The original Stormont House Agreement proposals on ‘legacy’ excluded any review of decades of terrorist destruction and consequent trauma, removing context and trying to write past conduct as if present reality.

The Stormont House proposals also shifted the weight of inquiry of legacy towards allegations against members of those who had sought to maintain order at a time of chaos – that context, of chaos, excluded.

While there was talk of new ‘evidence’ in the proposals from Stormont House, the construct of new agencies such as the HIU meant that this would include supposition around intent. Worse, new ‘non-criminal’ offences would retrospectively criminalise behaviour on the basis of subjective reasoning, with no access to redress or challenge by those accused.

The narrow nature of the inquiry would mean that any final review of all cases, within the legislative framework, would inevitably lead to a review sanitised of the past in context or action, almost wholly focused on State action.

In the five years since the Stormont House Agreement there has been a perceptible increase in what is described as ‘lawfare’, using legal challenge as a campaigning tool. The process has almost exclusively been focused on perceived State failures, a view of law without context of operational challenges of the past, and an apparently ready access to legal aid and the support of funded campaign groups that are ironically funded handsomely by the UK taxpayer. These groups have captured the public space, with other voices regularly berated for being ‘anti-rights’.

The focus on State failures has detracted from practical consequence of successive Government policy that effectively provides an amnesty for terrorists. The closure of the HET, largely on the basis of a single academic report, removed the only route to factual, evidential, review of the past. The Bloody Sunday Inquiry, only provided a partial truth recovery; IRA figures openly defied efforts the Inquiry’s truth recovery process by placing the organisation’s oath of Omerta above all else.

The context of events in the past are being lost in deliberations on the past. In response to the Northern Ireland Affairs Committee questions on the Government’s most recent proposals the following short points need to be made;

  • Whether the Government’s proposed approach will meet the needs of victims, survivors and their families;

With a de facto amnesty in place for terrorists, truth is the greatest victim. In the absence of context, truth is without meaning. While lawfare continues, driven by a vicious effort to rewrite history, the wounds of victims and their families will be picked on, like constantly picking at a scar; continually inflicting pain on those who have endured a life sentence of loss.

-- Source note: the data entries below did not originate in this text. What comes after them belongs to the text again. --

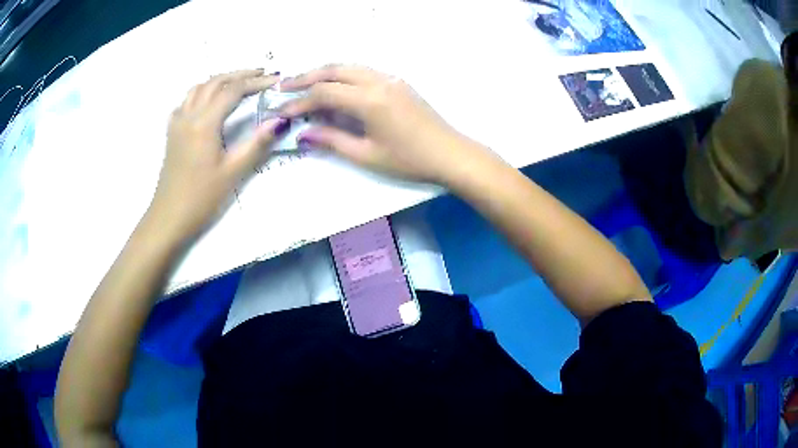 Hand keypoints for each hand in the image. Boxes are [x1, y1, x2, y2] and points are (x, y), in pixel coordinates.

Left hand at [147, 69, 288, 241]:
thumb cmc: (201, 198)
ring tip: (237, 82)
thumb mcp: (233, 172)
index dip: (256, 82)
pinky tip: (207, 102)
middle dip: (239, 74)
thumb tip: (281, 120)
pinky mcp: (172, 133)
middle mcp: (189, 115)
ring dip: (219, 80)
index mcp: (205, 122)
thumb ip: (257, 143)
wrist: (168, 217)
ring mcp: (177, 123)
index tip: (275, 80)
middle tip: (261, 74)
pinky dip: (201, 93)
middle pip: (215, 82)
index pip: (233, 90)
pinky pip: (186, 102)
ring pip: (198, 88)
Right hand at [279, 65, 478, 183]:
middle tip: (284, 86)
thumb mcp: (366, 155)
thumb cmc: (409, 161)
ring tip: (304, 84)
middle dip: (307, 77)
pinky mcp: (398, 82)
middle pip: (334, 70)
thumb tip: (303, 134)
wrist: (451, 154)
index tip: (282, 111)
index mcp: (369, 100)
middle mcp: (378, 81)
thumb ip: (332, 140)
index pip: (324, 93)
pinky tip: (335, 87)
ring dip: (324, 73)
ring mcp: (390, 78)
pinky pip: (363, 71)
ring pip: (349, 67)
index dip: (300, 102)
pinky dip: (343, 75) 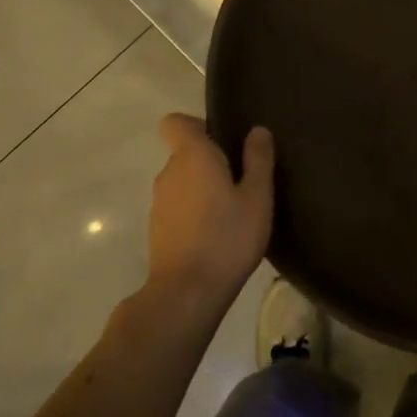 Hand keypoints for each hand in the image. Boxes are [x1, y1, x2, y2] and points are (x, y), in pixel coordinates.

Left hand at [147, 115, 274, 305]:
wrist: (187, 294)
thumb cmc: (227, 237)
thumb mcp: (257, 196)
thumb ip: (258, 159)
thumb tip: (257, 130)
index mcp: (192, 156)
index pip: (176, 122)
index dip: (197, 125)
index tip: (224, 141)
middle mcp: (169, 173)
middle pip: (185, 153)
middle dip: (211, 161)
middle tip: (243, 181)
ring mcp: (159, 203)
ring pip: (183, 182)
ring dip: (204, 189)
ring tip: (234, 211)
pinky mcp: (157, 230)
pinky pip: (179, 206)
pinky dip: (195, 212)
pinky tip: (218, 234) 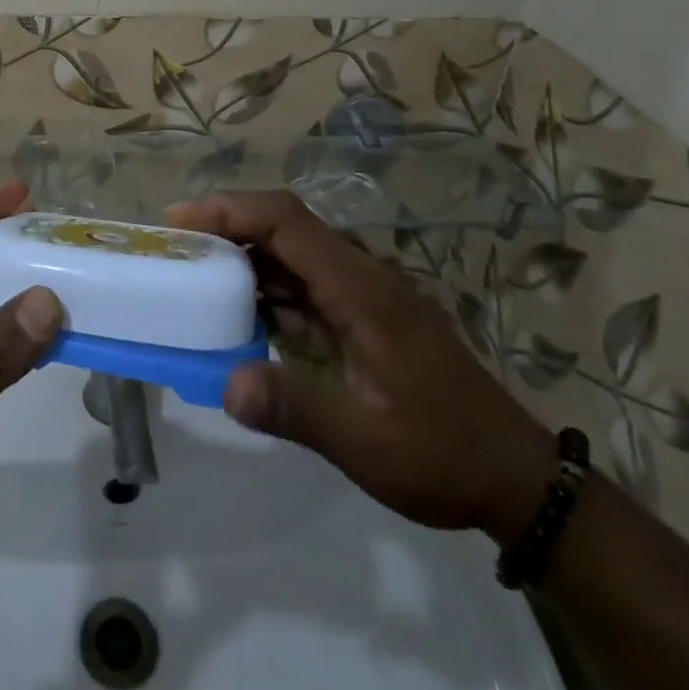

IRA omerta assures the totality of truth will never be told.

  • What steps the Government can take to ensure that the proposed new legacy body is independent, balanced and open, and complies with the Belfast/Good Friday Agreement and ECHR commitments;

Any new legacy body needs to stick to the facts, look only at evidence, and avoid subjective unfounded musings that serve a political campaign but have no foundation in Law.   

  • The differences between the Government’s new proposals and the draft Stormont House Agreement Bill;

A step in the right direction, but still a long way to go.

  • Whether and how the Government’s proposals will promote reconciliation in Northern Ireland;

The past five years has seen an escalation in the effort to diminish and demean those who held a line between order and chaos. There is little sign that reconciliation is in any way a part of that political strategy. The campaigns to weaken legal and public institutions by questioning every aspect of administration and the undermining the Rule of Law need to be challenged robustly, legally and with greater energy than previous UK Governments have shown.

  • The potential merits of consolidating the bodies envisaged in the Stormont House Agreement into a single organisation;

Or none. Had the HET not been so summarily abandoned, the five years since could have seen a near completion of the task of evidential review.

  • The equity of the Government’s proposed approach to the re-investigation of cases;

There is no equity where the information is almost exclusively single source; i.e. State records.

  • What legislative steps the Government can take to address what have been described as vexatious claims against veterans.

“Vexatious claims” extend beyond those directed at Veterans. It is an entire industry, publicly funded directly or indirectly, and at its heart lies a political campaign to rewrite history and undermine the Rule of Law; to weaken the State. While what has been proposed is welcome, there is a long way to go to reverse this direction of travel, and to call out violent criminal challenge to the State for what it was.

The UK Government has made positive steps in respect to Legacy, in respect of vexatious claims and in reducing some of the most worrying aspects of the Stormont House Agreement. There is still some considerable way to go.